Stored items:
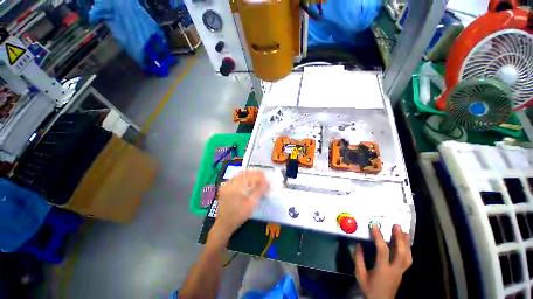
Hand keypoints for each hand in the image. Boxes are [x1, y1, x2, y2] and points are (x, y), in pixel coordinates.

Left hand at [213, 170, 268, 237]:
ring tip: (256, 179)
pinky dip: (243, 178)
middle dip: (254, 174)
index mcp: (236, 186)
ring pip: (240, 175)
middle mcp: (229, 182)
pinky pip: (235, 178)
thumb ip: (259, 190)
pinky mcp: (224, 187)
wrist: (224, 224)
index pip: (249, 176)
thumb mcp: (252, 203)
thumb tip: (267, 182)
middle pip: (244, 173)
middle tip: (262, 178)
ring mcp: (226, 184)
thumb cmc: (239, 215)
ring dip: (249, 175)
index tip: (266, 178)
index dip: (259, 175)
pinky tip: (247, 182)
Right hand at [353, 225, 411, 298]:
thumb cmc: (369, 288)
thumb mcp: (360, 275)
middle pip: (401, 253)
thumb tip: (358, 244)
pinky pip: (408, 260)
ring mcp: (401, 272)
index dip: (379, 237)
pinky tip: (406, 244)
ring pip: (408, 256)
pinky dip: (408, 250)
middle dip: (400, 238)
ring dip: (406, 243)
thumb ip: (358, 259)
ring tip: (405, 231)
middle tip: (397, 226)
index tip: (375, 225)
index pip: (383, 251)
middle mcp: (394, 270)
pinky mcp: (402, 272)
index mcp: (382, 269)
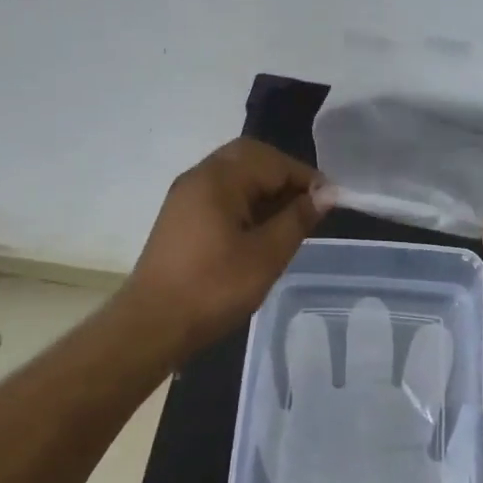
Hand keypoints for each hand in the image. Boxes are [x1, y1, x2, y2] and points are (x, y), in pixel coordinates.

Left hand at [121, 139, 328, 358]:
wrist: (151, 325)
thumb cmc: (214, 288)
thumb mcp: (267, 255)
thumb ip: (298, 218)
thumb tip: (325, 194)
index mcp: (219, 179)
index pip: (273, 161)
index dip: (306, 178)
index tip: (331, 201)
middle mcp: (199, 177)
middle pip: (250, 157)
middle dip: (284, 174)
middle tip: (309, 203)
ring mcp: (186, 196)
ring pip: (234, 174)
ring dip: (265, 187)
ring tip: (290, 218)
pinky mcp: (181, 217)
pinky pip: (220, 193)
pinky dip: (246, 200)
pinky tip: (261, 228)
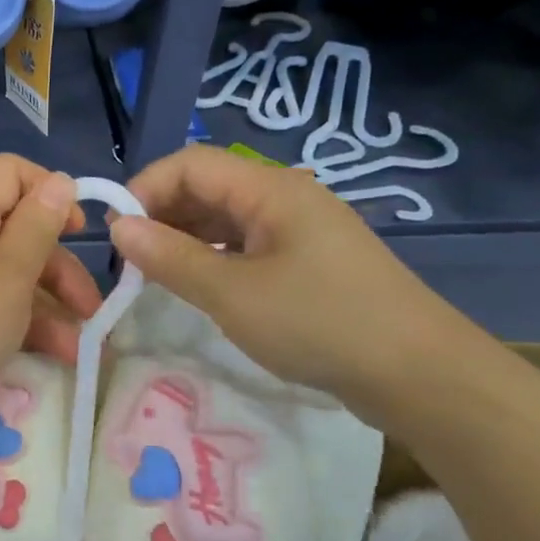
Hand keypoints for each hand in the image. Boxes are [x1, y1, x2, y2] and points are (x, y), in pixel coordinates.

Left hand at [0, 155, 101, 443]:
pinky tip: (57, 353)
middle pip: (16, 224)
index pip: (10, 171)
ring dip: (50, 301)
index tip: (79, 231)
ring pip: (9, 268)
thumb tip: (59, 180)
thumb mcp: (11, 275)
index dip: (50, 191)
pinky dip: (23, 319)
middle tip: (92, 306)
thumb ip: (38, 225)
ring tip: (82, 346)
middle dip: (60, 263)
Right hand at [108, 145, 482, 424]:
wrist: (421, 376)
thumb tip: (119, 227)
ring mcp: (301, 230)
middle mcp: (285, 198)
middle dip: (162, 215)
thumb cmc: (319, 323)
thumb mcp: (231, 294)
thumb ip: (170, 257)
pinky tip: (200, 286)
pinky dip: (213, 258)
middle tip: (131, 261)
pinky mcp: (310, 262)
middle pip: (207, 187)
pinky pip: (246, 245)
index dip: (146, 188)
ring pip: (225, 219)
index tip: (118, 234)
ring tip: (156, 276)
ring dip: (185, 239)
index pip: (190, 163)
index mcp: (270, 190)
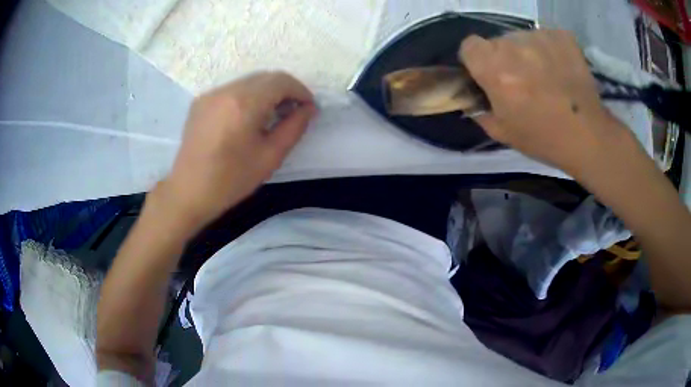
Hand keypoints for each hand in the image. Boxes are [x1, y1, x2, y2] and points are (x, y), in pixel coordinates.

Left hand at [158, 71, 315, 232]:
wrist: (188, 192)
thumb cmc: (231, 180)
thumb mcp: (270, 157)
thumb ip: (294, 127)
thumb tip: (309, 109)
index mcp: (244, 104)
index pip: (281, 81)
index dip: (300, 91)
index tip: (308, 108)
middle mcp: (226, 91)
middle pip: (265, 77)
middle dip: (284, 90)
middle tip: (292, 111)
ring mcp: (211, 94)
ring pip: (248, 81)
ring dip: (266, 92)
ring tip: (271, 115)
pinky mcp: (201, 101)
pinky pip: (232, 90)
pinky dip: (247, 96)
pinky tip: (247, 118)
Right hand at [459, 30, 633, 177]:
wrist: (588, 136)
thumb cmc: (543, 138)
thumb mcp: (503, 133)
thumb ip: (480, 110)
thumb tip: (472, 98)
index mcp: (494, 69)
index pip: (469, 45)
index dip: (476, 59)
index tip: (488, 74)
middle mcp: (513, 46)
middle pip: (497, 41)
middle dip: (504, 57)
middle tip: (522, 80)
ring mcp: (540, 38)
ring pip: (522, 38)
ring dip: (527, 53)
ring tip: (545, 76)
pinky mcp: (561, 36)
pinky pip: (545, 36)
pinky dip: (548, 48)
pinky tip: (559, 68)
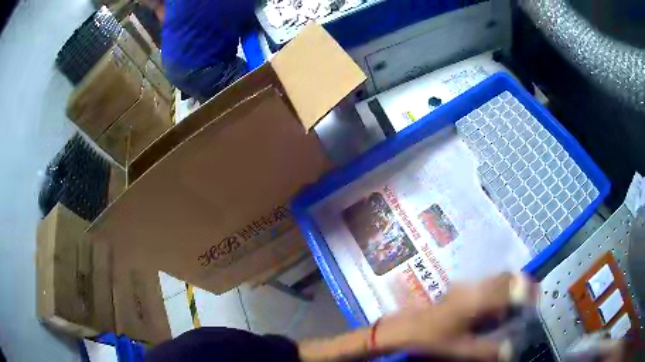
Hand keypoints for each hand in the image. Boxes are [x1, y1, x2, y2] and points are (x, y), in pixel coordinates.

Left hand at [375, 273, 536, 360]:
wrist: (403, 329)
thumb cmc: (431, 339)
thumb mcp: (461, 348)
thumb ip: (487, 349)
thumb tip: (509, 350)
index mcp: (477, 299)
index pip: (510, 287)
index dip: (526, 289)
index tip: (536, 296)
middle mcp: (473, 287)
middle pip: (504, 277)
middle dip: (519, 286)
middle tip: (526, 300)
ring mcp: (464, 287)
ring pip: (494, 280)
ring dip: (507, 289)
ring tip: (511, 307)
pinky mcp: (458, 291)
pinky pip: (484, 286)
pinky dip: (494, 293)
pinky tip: (492, 309)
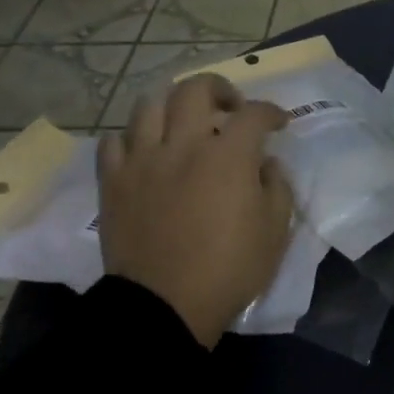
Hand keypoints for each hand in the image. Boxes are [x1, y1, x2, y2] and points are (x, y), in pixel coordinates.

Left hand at [97, 74, 293, 348]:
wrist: (165, 305)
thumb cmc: (229, 270)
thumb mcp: (275, 232)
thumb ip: (277, 187)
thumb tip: (265, 164)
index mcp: (228, 156)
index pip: (253, 114)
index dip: (271, 112)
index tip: (279, 122)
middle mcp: (183, 145)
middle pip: (194, 89)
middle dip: (219, 88)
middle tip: (229, 107)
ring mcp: (142, 160)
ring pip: (150, 105)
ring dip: (173, 106)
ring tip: (184, 123)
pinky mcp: (113, 181)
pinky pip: (115, 141)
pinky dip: (133, 137)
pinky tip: (146, 151)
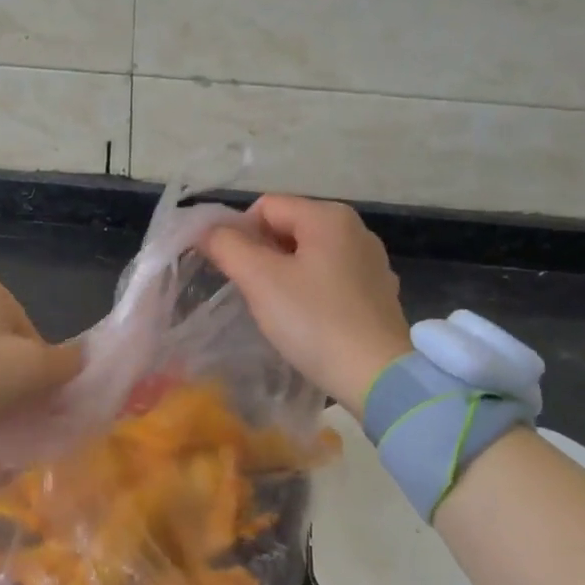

■ **WORK TO COMPLETE**: Do not include pictures. Copy only the lines running from the line with "middle dip: (504, 57)" through the last line of the records, exactly as they appear.

■ **ANSWER BOX**:
middle dip: (504, 57)
middle tip: (522, 80)
ring mcp: (540, 38)
ring pip: (522, 38)
ring dip: (527, 53)
ring tip: (545, 76)
pinky mcp: (561, 36)
pinky pip: (545, 36)
pinky dip: (548, 48)
pinky tip: (559, 68)
Hand keypoints for each hand in the image. Boxes are [x1, y1, x2, y2] and points are (x, y), in pixel coordinates.

Left hand at [375, 273, 536, 360]:
wrist: (403, 329)
thumb cmc: (431, 339)
thumb mcp: (461, 348)
thumb ip: (487, 349)
thumb tip: (509, 350)
index mcp: (477, 299)
index pip: (510, 287)
index dip: (526, 289)
index tip: (536, 296)
middle mcp: (473, 287)
middle pip: (504, 277)
middle dip: (519, 286)
middle tip: (526, 300)
ring mcp: (464, 287)
ring pip: (494, 280)
ring dip: (507, 289)
ring tip: (511, 307)
pinky mcp: (458, 291)
pinky pip: (484, 286)
pinky dip: (494, 293)
pinky tip: (492, 309)
Hand keypoints for each hand in the image. Boxes are [x1, y1, x2, y2] and points are (x, y), in pixel coordinates.

Left hand at [97, 74, 293, 348]:
wrist: (165, 305)
thumb cmc: (229, 270)
thumb mcp: (275, 232)
thumb ip: (277, 187)
thumb tip: (265, 164)
index mcp: (228, 156)
index pip: (253, 114)
index dip: (271, 112)
index tip: (279, 122)
middle mcp: (183, 145)
middle pip: (194, 89)
middle dip: (219, 88)
middle tip: (229, 107)
ring mcp: (142, 160)
ring pip: (150, 105)
ring dip: (173, 106)
ring tip: (184, 123)
pinky mcp: (113, 181)
pinky pip: (115, 141)
pinky dip: (133, 137)
pinky tip: (146, 151)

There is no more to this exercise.